1 Sanctorius: "De medicina statica aphorismi," Venice, 1614. Translation by John Quincy, M.D., London, 1737.

In 1668 John Mayow, writing in London, stated that the atmosphere contained a constituent which supported combustion as well as animal life.

The modern era of the science of nutrition was opened by Lavoisier in 1780. He was the first to apply the balance and the thermometer to the investigation of the phenomena of life, and he declared "La vie est une fonction chimique." The work of today is but the continuation of that done a century and more ago. Lavoisier and Laplace made experiments on animal heat and respiration. The great German chemist Liebig received his early training in Paris, residing there in 1822. Liebig's conception of the processes of nutrition fired the genius of Voit to the painstaking researches which laid the foundation of his Munich school. These have been repeated and extended by his pupils, of whom Rubner is chief, and by others the world over. Thus the knowledge often transmitted personally from the master to the pupil, to be in turn elaborated, had its seed in the intellect of Lavoisier. It was he who first discovered the true importance of oxygen gas, to which he gave its present name. He declared that life processes were those of oxidation, with the resulting elimination of heat.
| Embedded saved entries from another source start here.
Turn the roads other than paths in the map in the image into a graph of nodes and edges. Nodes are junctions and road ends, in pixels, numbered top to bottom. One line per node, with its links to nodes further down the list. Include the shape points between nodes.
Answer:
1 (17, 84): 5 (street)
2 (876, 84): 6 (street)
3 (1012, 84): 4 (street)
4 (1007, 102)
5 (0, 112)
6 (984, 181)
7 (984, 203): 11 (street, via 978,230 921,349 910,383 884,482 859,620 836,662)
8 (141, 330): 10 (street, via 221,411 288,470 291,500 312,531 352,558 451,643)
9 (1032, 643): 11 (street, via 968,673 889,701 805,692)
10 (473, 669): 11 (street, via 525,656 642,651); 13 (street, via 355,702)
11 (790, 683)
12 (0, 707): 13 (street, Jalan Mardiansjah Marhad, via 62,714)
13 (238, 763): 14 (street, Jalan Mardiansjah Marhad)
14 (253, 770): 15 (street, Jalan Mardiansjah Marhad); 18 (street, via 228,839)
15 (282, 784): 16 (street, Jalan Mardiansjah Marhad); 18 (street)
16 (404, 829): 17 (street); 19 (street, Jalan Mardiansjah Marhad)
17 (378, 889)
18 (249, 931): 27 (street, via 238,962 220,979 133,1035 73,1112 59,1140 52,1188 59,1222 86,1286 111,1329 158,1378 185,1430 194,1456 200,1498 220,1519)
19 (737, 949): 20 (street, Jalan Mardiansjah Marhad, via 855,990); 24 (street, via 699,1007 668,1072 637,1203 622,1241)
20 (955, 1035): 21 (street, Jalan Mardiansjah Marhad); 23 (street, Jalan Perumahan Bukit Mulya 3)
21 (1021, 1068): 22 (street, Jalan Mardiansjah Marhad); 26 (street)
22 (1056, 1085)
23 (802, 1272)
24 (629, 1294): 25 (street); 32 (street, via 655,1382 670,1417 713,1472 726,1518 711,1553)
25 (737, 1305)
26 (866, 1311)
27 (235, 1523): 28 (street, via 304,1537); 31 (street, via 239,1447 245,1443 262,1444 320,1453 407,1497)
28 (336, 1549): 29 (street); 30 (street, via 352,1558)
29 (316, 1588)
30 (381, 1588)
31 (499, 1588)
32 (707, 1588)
He believed that oxygen was the cause of the decomposition of a fluid brought to the lungs, and that hydrogen and carbon were produced in this fluid and then united with oxygen to form water and carbon dioxid. He said that perspiration regulated the quantity of heat lost from the body and that digestion replenished the blood with the materials eliminated through respiration and perspiration. It was he who first made respiration experiments on man, the results of which are briefly described in a letter to Monsieur Terray,1 written in Paris and dated November 19, 1790. There is no existing record of the apparatus with which Lavoisier worked and early obtained the following results. The more important conclusions Lavoisier sums up as follows:

1. The quantity of oxygen absorbed by a resting man at a temperature of 260 C. is 1200 pouces de France2 hourly.
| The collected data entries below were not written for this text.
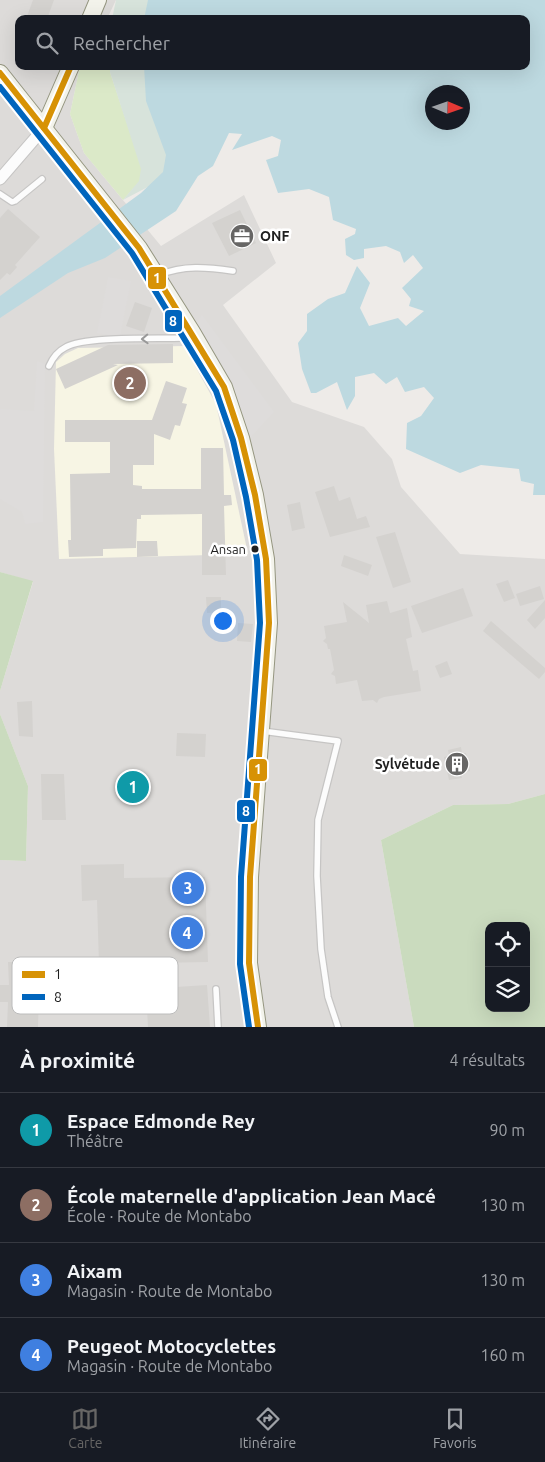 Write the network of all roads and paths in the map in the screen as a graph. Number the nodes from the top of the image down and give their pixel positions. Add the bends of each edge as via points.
1 (98, 0) edge
2 (92, 15) edge
3 (69, 70) edge
4 (0, 73) edge
5 (44, 128) junction
6 (0, 179) edge
7 (42, 179) dead end
8 (2, 196) edge
9 (0, 204) edge
10 (232, 271) dead end
11 (157, 275) junction
12 (192, 332) junction
13 (48, 366) dead end
14 (260, 731) junction
15 (216, 989) dead end
16 (218, 1027) edge
17 (258, 1027) edge
18 (338, 1027) edge

1 - 2 main road
3 - 5 main road
4 - 5 main road
5 - 6 street
5 - 11 main road via 108,207
7 - 8 lane via 15,201
8 - 9 lane
10 - 11 lane via 193,266
11 - 12 main road
12 -> 13 lane via 182,338 94,340 68,346 53,356
12 - 14 main road via 224,388 256,495 266,559 269,623
14 - 17 main road via 250,877 250,963
14 - 18 lane via 338,741 318,820 320,949 328,997
15 - 16 lane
2. The quantity of oxygen required at a temperature of 120 C. rises to 1400 pouces.

3. During the digestion of food the quantity of oxygen amounts to from 1800 to 1900 pouces.
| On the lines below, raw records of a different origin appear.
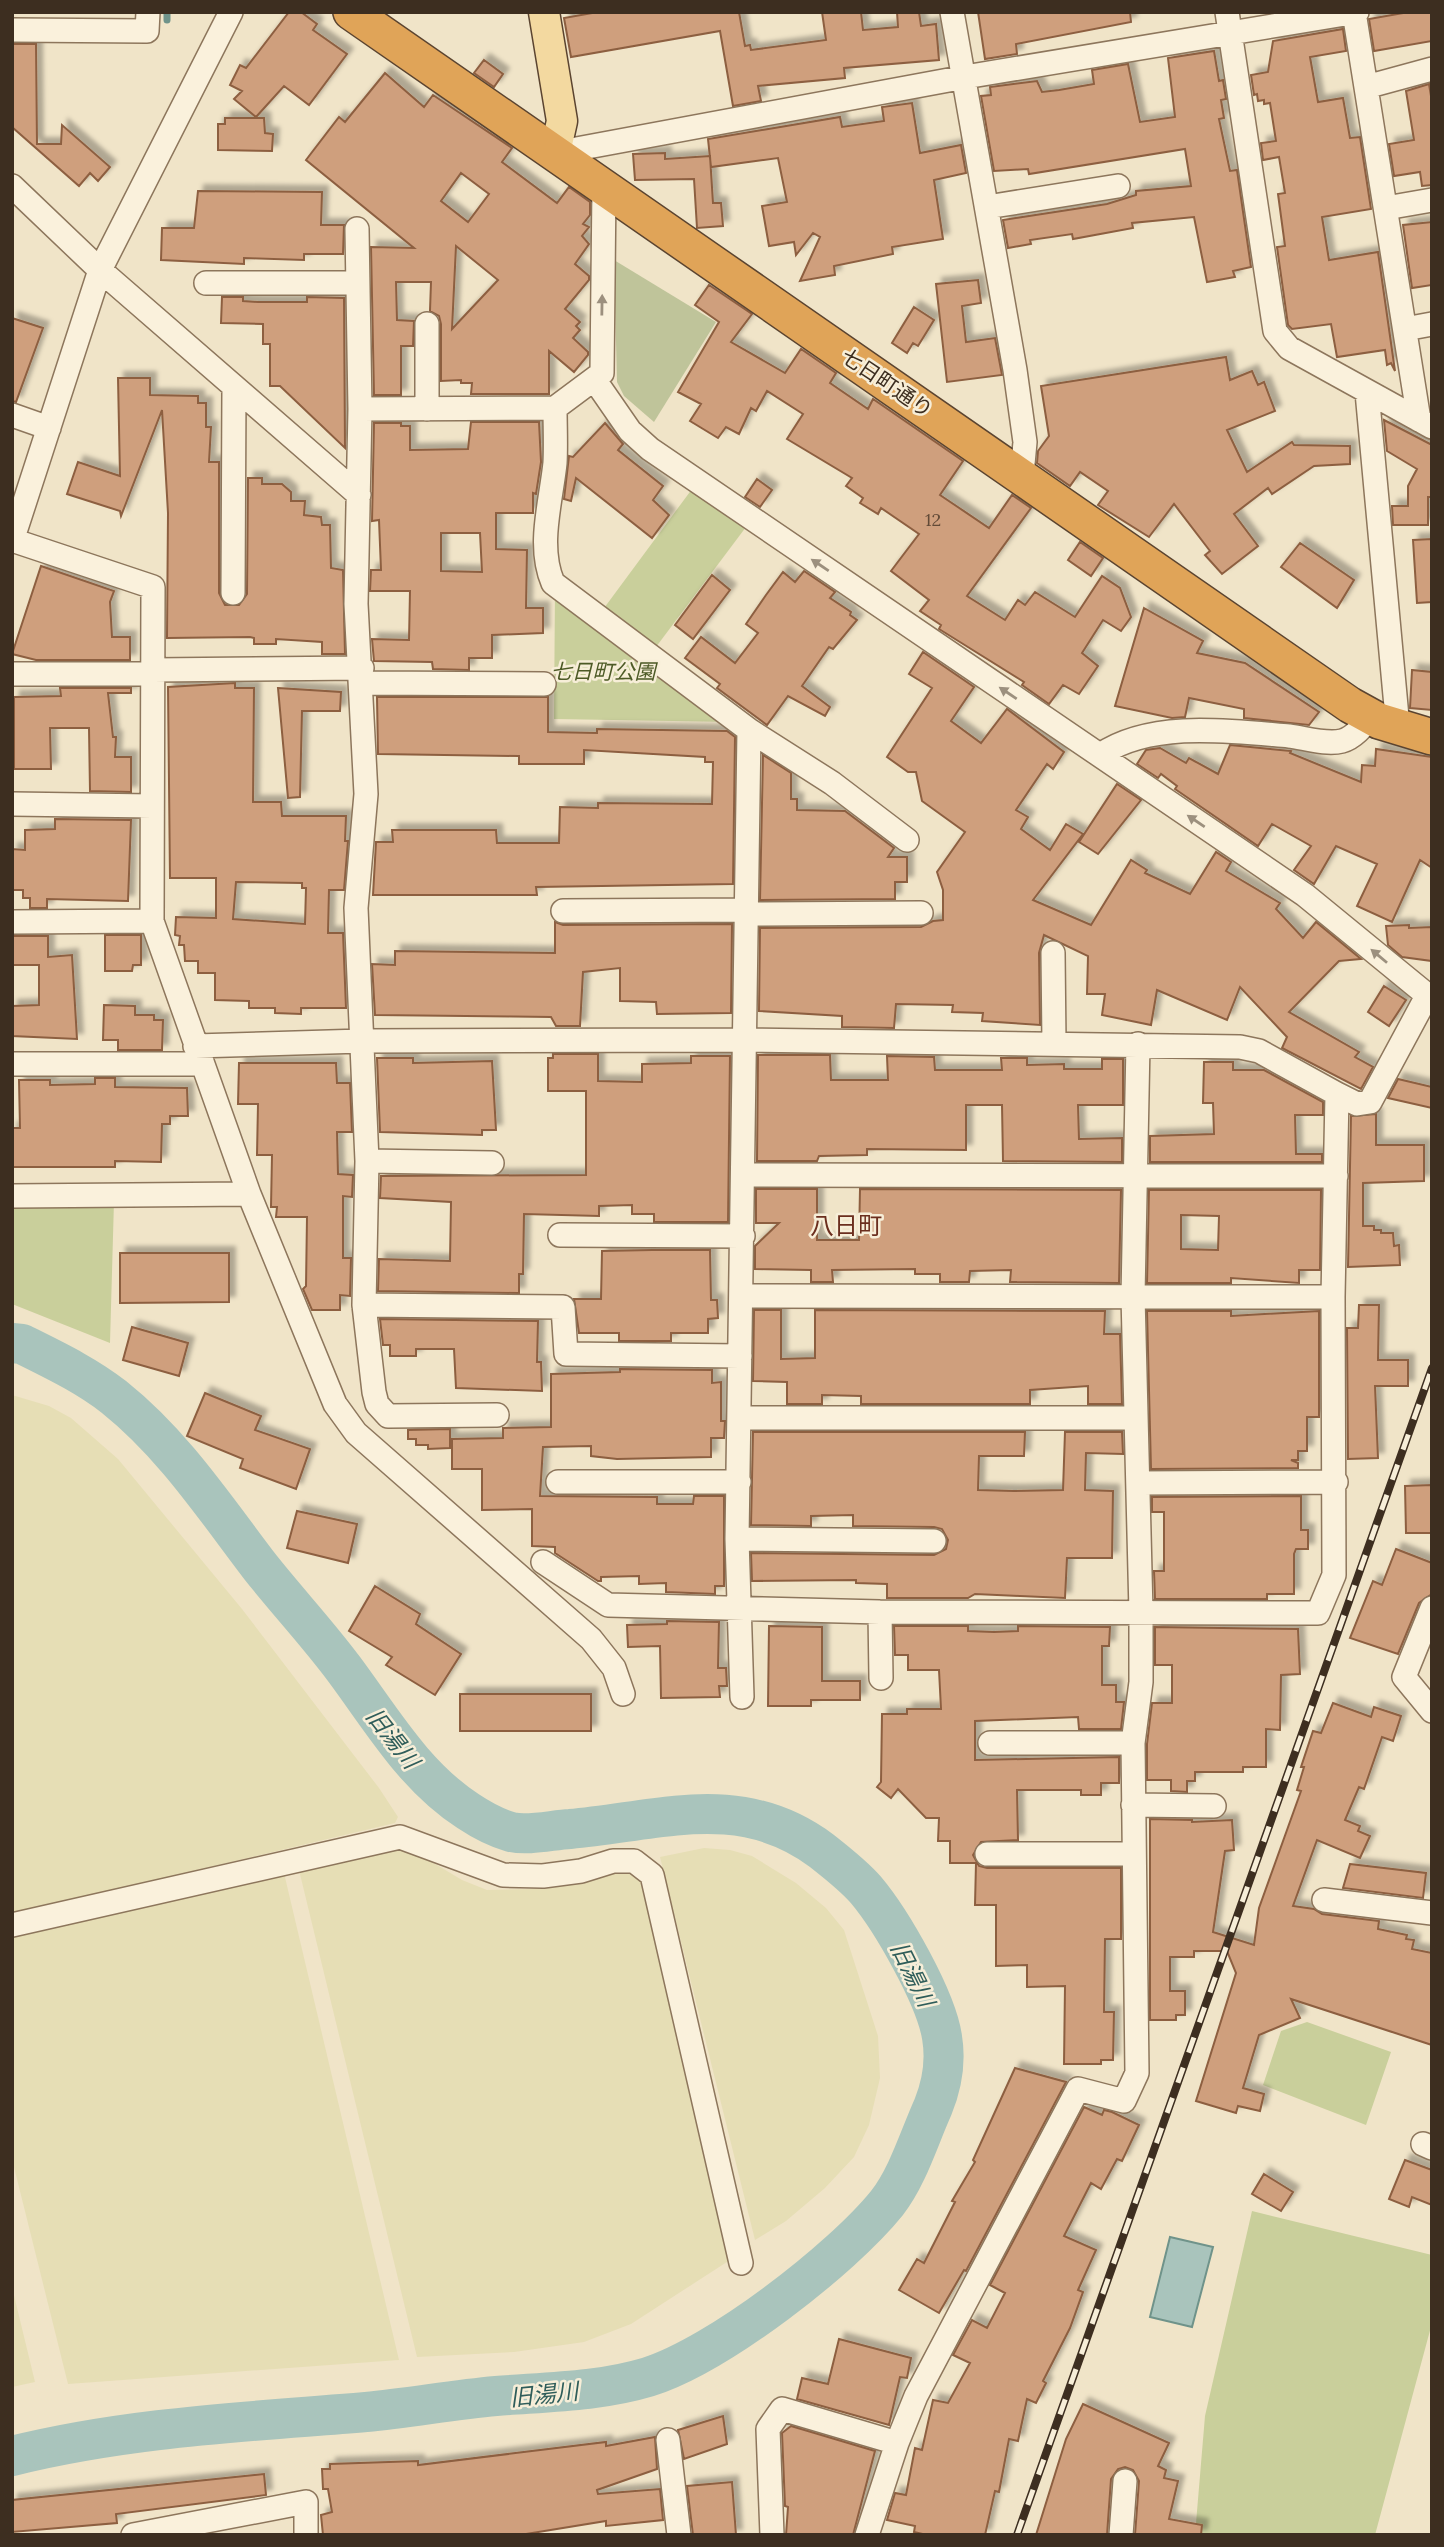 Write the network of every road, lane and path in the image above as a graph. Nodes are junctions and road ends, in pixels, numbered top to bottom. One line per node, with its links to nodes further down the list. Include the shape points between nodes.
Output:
1 (148, 12): 8 (street, via 147,31)
2 (231, 12): 20 (street)
3 (351, 12): 12 (highway, 七日町通り)
4 (544, 12): 12 (main road, via 562,121)
5 (952, 12): 10 (street)
6 (1355, 12): 7 (street); 11 (street)
7 (1229, 23): 10 (street); 28 (street, via 1275,331 1289,348)
8 (12, 30)
9 (1432, 69): 11 (street)
10 (965, 77): 12 (street); 17 (street)
11 (1366, 87): 18 (street)
12 (555, 153): 15 (highway, 七日町通り)
13 (12, 186): 20 (street)
14 (1118, 186): 17 (street)
15 (604, 187): 26 (street, one-way to 15); 35 (highway, 七日町通り)
16 (1432, 200): 18 (street)
17 (987, 207): 35 (street, via 1023,430)
18 (1386, 208): 25 (street)
19 (357, 229): 22 (street)
20 (100, 270): 27 (street); 34 (street)
21 (206, 283): 22 (street)
22 (357, 283): 30 (street)
23 (427, 324): 31 (street)
24 (1432, 324): 25 (street)
25 (1405, 329): 33 (street)
26 (598, 376): 29 (street); 46 (street, one-way to 26, via 650,449 630,431)
27 (234, 388): 36 (street); 38 (street)
28 (1367, 392): 33 (street); 43 (street)
29 (555, 408): 31 (street); 44 (street, via 546,544 553,583)
30 (360, 409): 31 (street); 36 (street)
31 (427, 409)
32 (12, 415): 34 (street)
33 (1425, 424)
34 (49, 428): 37 (street)
35 (1022, 475): 43 (highway, 七日町通り)
36 (359, 495): 41 (street, via 356,604)
37 (12, 540): 39 (street, via 153,587)
38 (233, 593)
39 (153, 672): 40 (street); 41 (street); 48 (street)
40 (12, 674)
41 (362, 676): 42 (street); 58 (street, via 366,794 356,908)
42 (544, 684)
43 (1384, 722): 45 (highway, 七日町通り); 46 (street, via 1340,741 1177,733 1134,740)
44 (749, 730): 49 (street, via 832,783); 51 (street)
45 (1432, 737)
46 (1100, 755): 56 (street, one-way to 46, via 1305,895)
47 (12, 804): 48 (street)
48 (152, 806): 53 (street)
49 (907, 840)
50 (563, 911): 51 (street)
51 (747, 912): 52 (street); 57 (street)
52 (921, 914)
53 (152, 921): 54 (street); 61 (street)
54 (12, 922)
55 (1053, 954): 59 (street)
56 (1429, 997): 63 (street, via 1370,1102 1357,1104)
57 (745, 1040): 58 (street); 59 (street); 67 (street)
58 (362, 1041): 61 (street); 64 (street)
59 (1054, 1043): 60 (street)
60 (1138, 1044): 63 (street, via 1259,1051); 66 (street)
61 (199, 1055): 62 (street); 69 (street)
62 (12, 1064)
63 (1337, 1094): 68 (street)
64 (367, 1161): 65 (street); 76 (street)
65 (492, 1163)
66 (1135, 1174): 67 (street); 68 (street); 74 (street)
67 (744, 1175): 72 (street)
68 (1336, 1176): 75 (street)
69 (249, 1194): 70 (street); 93 (street, via 335,1404 356,1433 591,1639 614,1668)
70 (12, 1196)
71 (560, 1235): 72 (street)
72 (743, 1236): 73 (street)
73 (741, 1296): 74 (street); 77 (street)
74 (1133, 1296): 75 (street); 80 (street)
75 (1333, 1297): 83 (street)
76 (364, 1305): 77 (street, via 564,1307 566,1354); 78 (street, via 374,1392 388,1416)
77 (740, 1356): 79 (street)
78 (497, 1415)
79 (739, 1418): 80 (street); 82 (street)
80 (1135, 1418): 84 (street)
81 (558, 1482): 82 (street)
82 (739, 1482): 85 (street)
83 (1336, 1482): 84 (street); 91 (street, via 1334,1575 1318,1613)
84 (1140, 1483): 91 (street)
85 (737, 1539): 86 (street); 89 (street)
86 (934, 1541)
87 (543, 1562): 89 (street, via 608,1605)
88 (1432, 1608): 95 (street, via 1404,1677)
89 (740, 1609): 90 (street); 94 (street)
90 (880, 1612): 91 (street); 92 (street)
91 (1141, 1612): 97 (street, via 1141,1682)
92 (881, 1678)
93 (622, 1694)
94 (742, 1697)
95 (1432, 1711)
96 (990, 1742): 97 (street)
97 (1133, 1743): 98 (street)
98 (1133, 1805): 99 (street); 101 (street)
99 (1214, 1806)
100 (988, 1854): 101 (street)
101 (1133, 1854): 107 (street, via 1138,2073 1124,2101 1077,2089 960,2309)
102 (1324, 1900): 103 (street)
103 (1432, 1913)
104 (12, 1926): 105 (street, via 400,1837 503,1875 543,1876 634,1861 652,1875)
105 (741, 2263)
106 (668, 2440): 111 (street)
107 (897, 2443): 112 (street, via 782,2409 768,2429); 113 (street)
108 (1125, 2481): 114 (street)
109 (133, 2535): 110 (street, via 306,2502)
110 (306, 2535)
111 (679, 2535)
112 (772, 2535)
113 (867, 2535)
114 (1121, 2535)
4. During exercise 4000 pouces and over may be the quantity of oxygen absorbed.

These remarkable results are in strict accord with the knowledge of our own day. We know more details, but the fundamental fact that the quantity of oxygen absorbed and of carbon dioxid excreted depends primarily on (1) food, (2) work, and (3) temperature was established by Lavoisier within a few years after his discovery that oxygen supported combustion. Writing in 1849 Regnault and Reiset say, "Les recherches modernes ont confirme ces vues profondes de lillustre savant".

It was, however, quickly noted that if carbon and hydrogen burned in the lungs, the greatest heat would be developed there, a result not in accordance with observation. It was then suggested that the blood dissolved oxygen, and that the production of carbon dioxid and water took place through oxidation within the blood. In 1837 Magnus discovered that the blood did hold large quantities of oxygen and carbon dioxid, which gave apparent support to this theory. Ludwig in his later years believed that the oxidation took place in the blood.3 Through the critical studies of Liebig, which were published in 1842, it was seen that it was not carbon and hydrogen which burned in the body, but protein, carbohydrates, and fat. Liebig's original theory was that while oxygen caused the combustion of fat and carbohydrates, the breaking down of protein was caused by muscle work. It will be shown later that oxygen is not the cause of the decomposition of materials in the body, but that this decomposition proceeds from unknown causes, and the products involved unite with oxygen. The sum of these chemical changes of materials under the influence of living cells is known as metabolism. This process may involve two factors, catabolism, or the reduction of higher chemical compounds into lower, and anabolism, or the construction of higher substances from lower ones.

1 Report of the British Association for the Advancement of Science, Edinburgh, 1871, p. 189.

21 cubic pouce = 0.0198 liter. 3Oral statement to the writer.